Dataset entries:

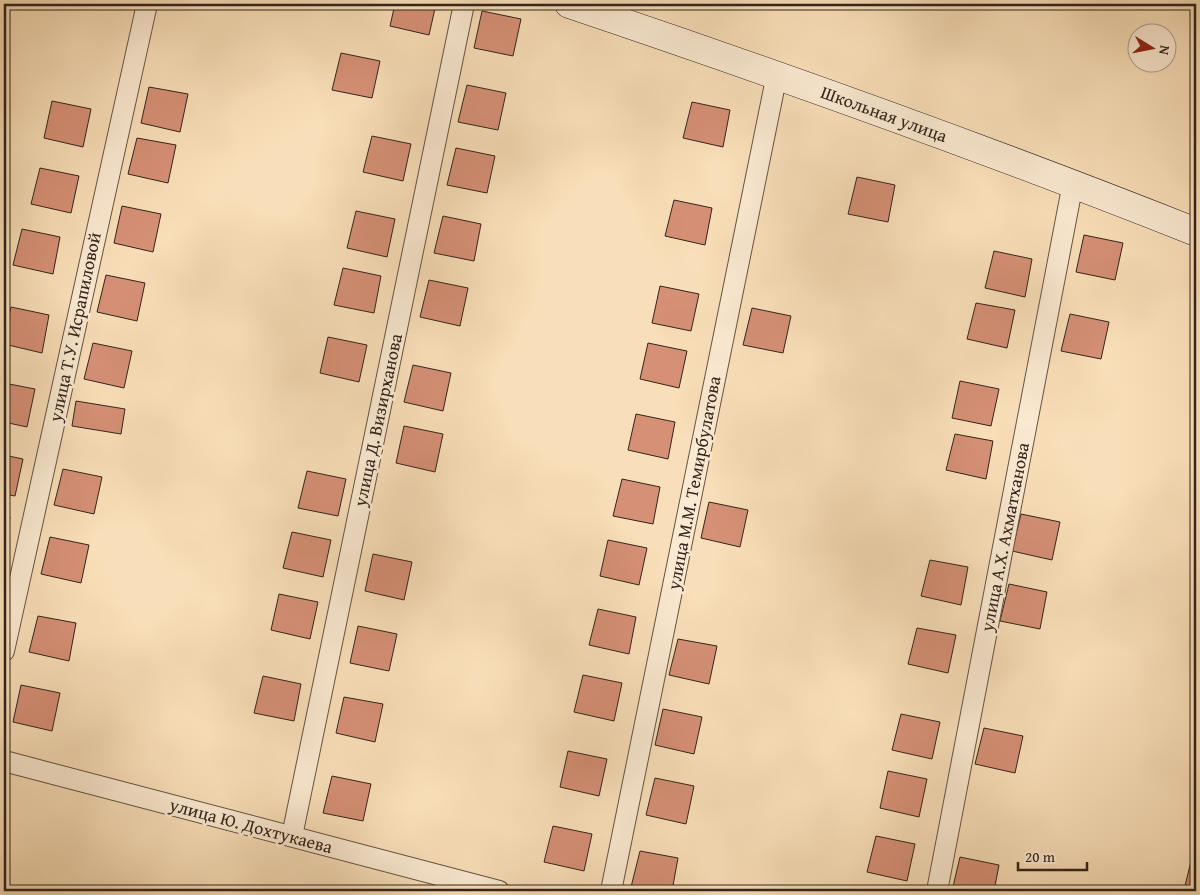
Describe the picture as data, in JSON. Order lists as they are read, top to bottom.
{
  "streets": {
    "main road": ["Школьная улица"],
    "street": [
      "улица Т.У. Исрапиловой",
      "улица Д. Визирханова",
      "улица М.М. Темирбулатова",
      "улица А.Х. Ахматханова",
      "улица Ю. Дохтукаева"
    ]
  },
  "crossings": [
    ["Школьная улица", "улица М.М. Темирбулатова"],
    ["Школьная улица", "улица А.Х. Ахматханова"],
    ["улица Д. Визирханова", "улица Ю. Дохтукаева"]
  ],
  "scale_bar": "20 m",
  "north": "right"
}
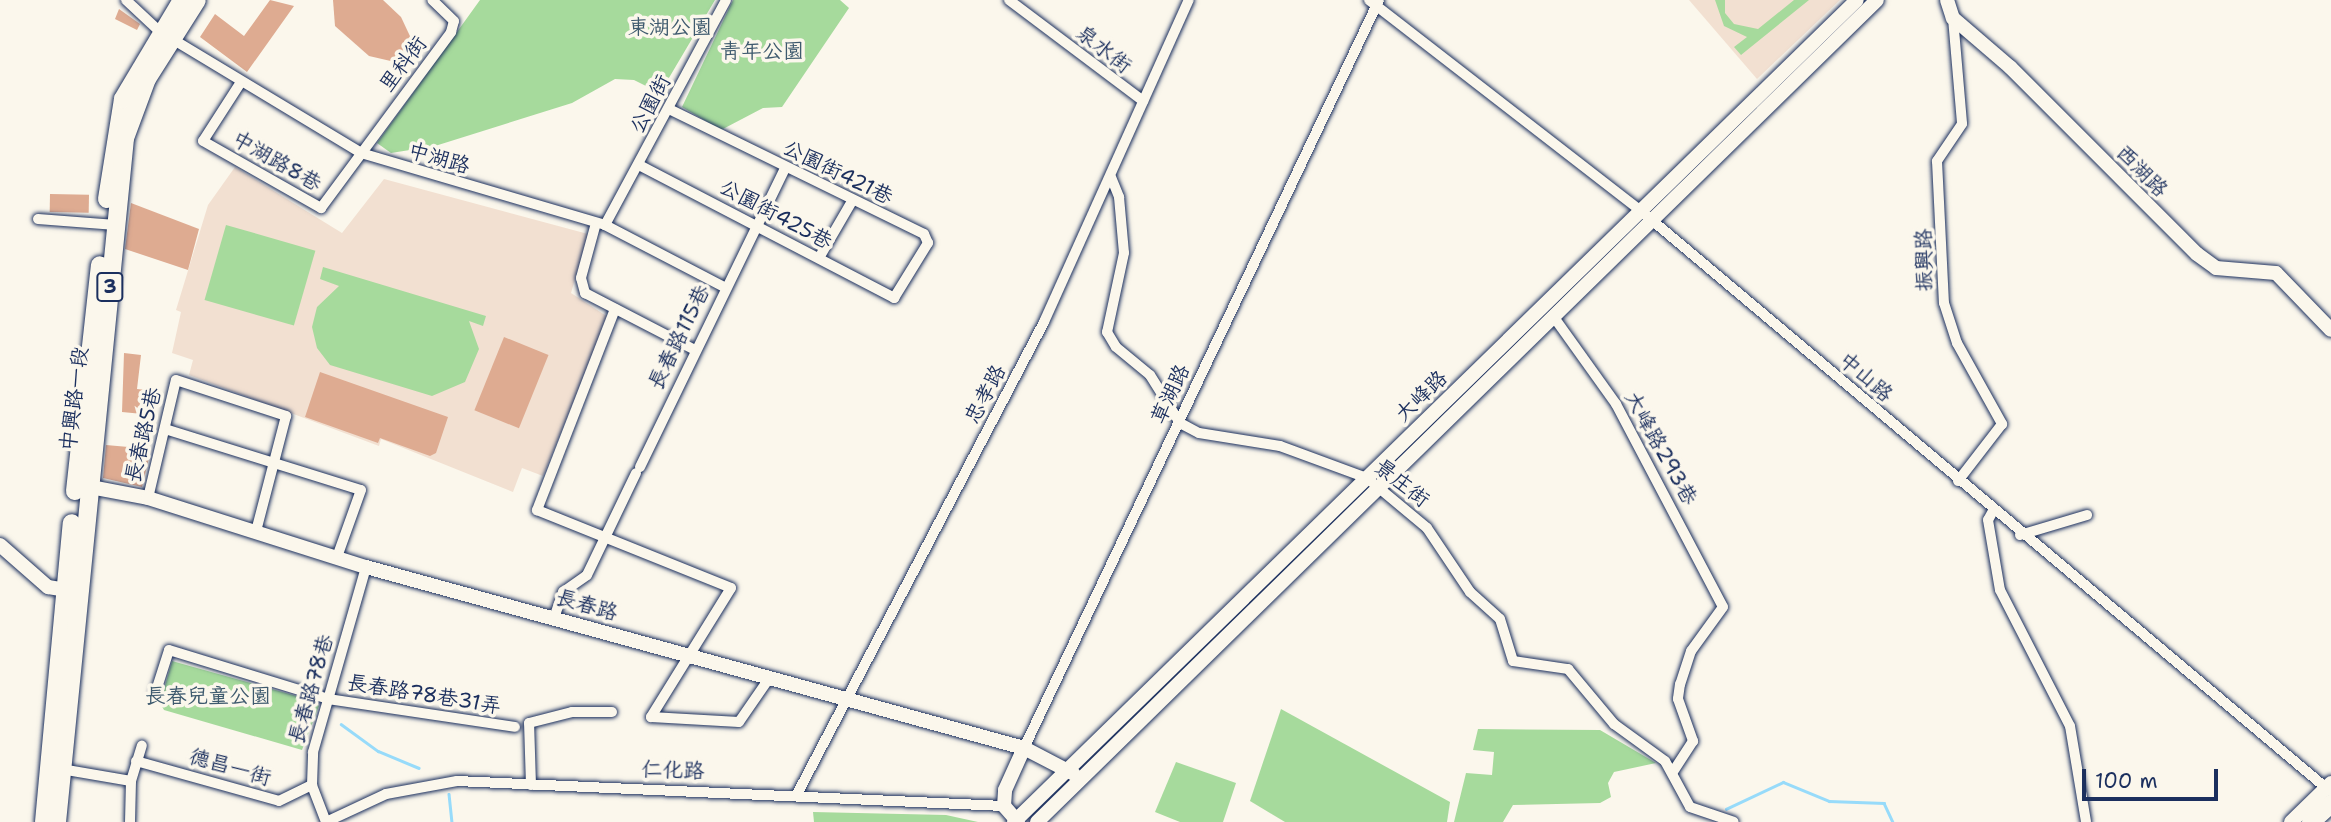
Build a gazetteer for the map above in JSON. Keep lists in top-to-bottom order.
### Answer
{
  "streets": {
    "main road": ["3", "中興路一段"],
    "street": [
      "泉水街",
      "里科街",
      "公園街",
      "中湖路",
      "中湖路8巷",
      "西湖路",
      "公園街421巷",
      "公園街425巷",
      "振興路",
      "長春路115巷",
      "中山路",
      "忠孝路",
      "草湖路",
      "大峰路",
      "長春路5巷",
      "大峰路293巷",
      "景庄街",
      "長春路",
      "長春路78巷",
      "長春路78巷31弄",
      "德昌一街",
      "仁化路"
    ]
  },
  "crossings": [
    ["泉水街", "忠孝路"],
    ["里科街", "中湖路"],
    ["里科街", "中湖路8巷"],
    ["公園街", "中湖路"],
    ["公園街", "公園街421巷"],
    ["公園街", "公園街425巷"],
    ["中湖路", "中湖路8巷"],
    ["中湖路", "長春路115巷"],
    ["中湖路", "中興路一段"],
    ["西湖路", "振興路"],
    ["公園街421巷", "公園街425巷"],
    ["公園街421巷", "長春路115巷"],
    ["公園街425巷", "長春路115巷"],
    ["振興路", "中山路"],
    ["長春路115巷", "長春路"],
    ["中山路", "草湖路"],
    ["中山路", "大峰路"],
    ["忠孝路", "長春路"],
    ["忠孝路", "仁化路"],
    ["草湖路", "景庄街"],
    ["草湖路", "長春路"],
    ["草湖路", "仁化路"],
    ["大峰路", "大峰路293巷"],
    ["大峰路", "景庄街"],
    ["大峰路", "長春路"],
    ["中興路一段", "長春路"],
    ["長春路5巷", "長春路"],
    ["大峰路293巷", "景庄街"],
    ["長春路", "長春路78巷"],
    ["長春路78巷", "長春路78巷31弄"],
    ["長春路78巷", "德昌一街"],
    ["長春路78巷", "仁化路"]
  ],
  "parks": ["東湖公園", "青年公園", "長春兒童公園"],
  "scale_bar": "100 m"
}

INSTRUCTIONS TO FOLLOW:
These entries are to be printed again word for word, except for the pictures.

EXERCISE RESPONSE:
Describe the picture as data, in JSON. Order lists as they are read, top to bottom.
{
  "streets": {
    "main road": ["Школьная улица"],
    "street": [
      "улица Т.У. Исрапиловой",
      "улица Д. Визирханова",
      "улица М.М. Темирбулатова",
      "улица А.Х. Ахматханова",
      "улица Ю. Дохтукаева"
    ]
  },
  "crossings": [
    ["Школьная улица", "улица М.М. Темирбулатова"],
    ["Школьная улица", "улица А.Х. Ахматханова"],
    ["улица Д. Визирханова", "улица Ю. Дохтукаева"]
  ],
  "scale_bar": "20 m",
  "north": "right"
}
Build a gazetteer for the map above in JSON. Keep lists in top-to-bottom order.
### Answer
{
  "streets": {
    "main road": ["3", "中興路一段"],
    "street": [
      "泉水街",
      "里科街",
      "公園街",
      "中湖路",
      "中湖路8巷",
      "西湖路",
      "公園街421巷",
      "公園街425巷",
      "振興路",
      "長春路115巷",
      "中山路",
      "忠孝路",
      "草湖路",
      "大峰路",
      "長春路5巷",
      "大峰路293巷",
      "景庄街",
      "長春路",
      "長春路78巷",
      "長春路78巷31弄",
      "德昌一街",
      "仁化路"
    ]
  },
  "crossings": [
    ["泉水街", "忠孝路"],
    ["里科街", "中湖路"],
    ["里科街", "中湖路8巷"],
    ["公園街", "中湖路"],
    ["公園街", "公園街421巷"],
    ["公園街", "公園街425巷"],
    ["中湖路", "中湖路8巷"],
    ["中湖路", "長春路115巷"],
    ["中湖路", "中興路一段"],
    ["西湖路", "振興路"],
    ["公園街421巷", "公園街425巷"],
    ["公園街421巷", "長春路115巷"],
    ["公園街425巷", "長春路115巷"],
    ["振興路", "中山路"],
    ["長春路115巷", "長春路"],
    ["中山路", "草湖路"],
    ["中山路", "大峰路"],
    ["忠孝路", "長春路"],
    ["忠孝路", "仁化路"],
    ["草湖路", "景庄街"],
    ["草湖路", "長春路"],
    ["草湖路", "仁化路"],
    ["大峰路", "大峰路293巷"],
    ["大峰路", "景庄街"],
    ["大峰路", "長春路"],
    ["中興路一段", "長春路"],
    ["長春路5巷", "長春路"],
    ["大峰路293巷", "景庄街"],
    ["長春路", "長春路78巷"],
    ["長春路78巷", "長春路78巷31弄"],
    ["長春路78巷", "德昌一街"],
    ["長春路78巷", "仁化路"]
  ],
  "parks": ["東湖公園", "青年公園", "長春兒童公園"],
  "scale_bar": "100 m"
}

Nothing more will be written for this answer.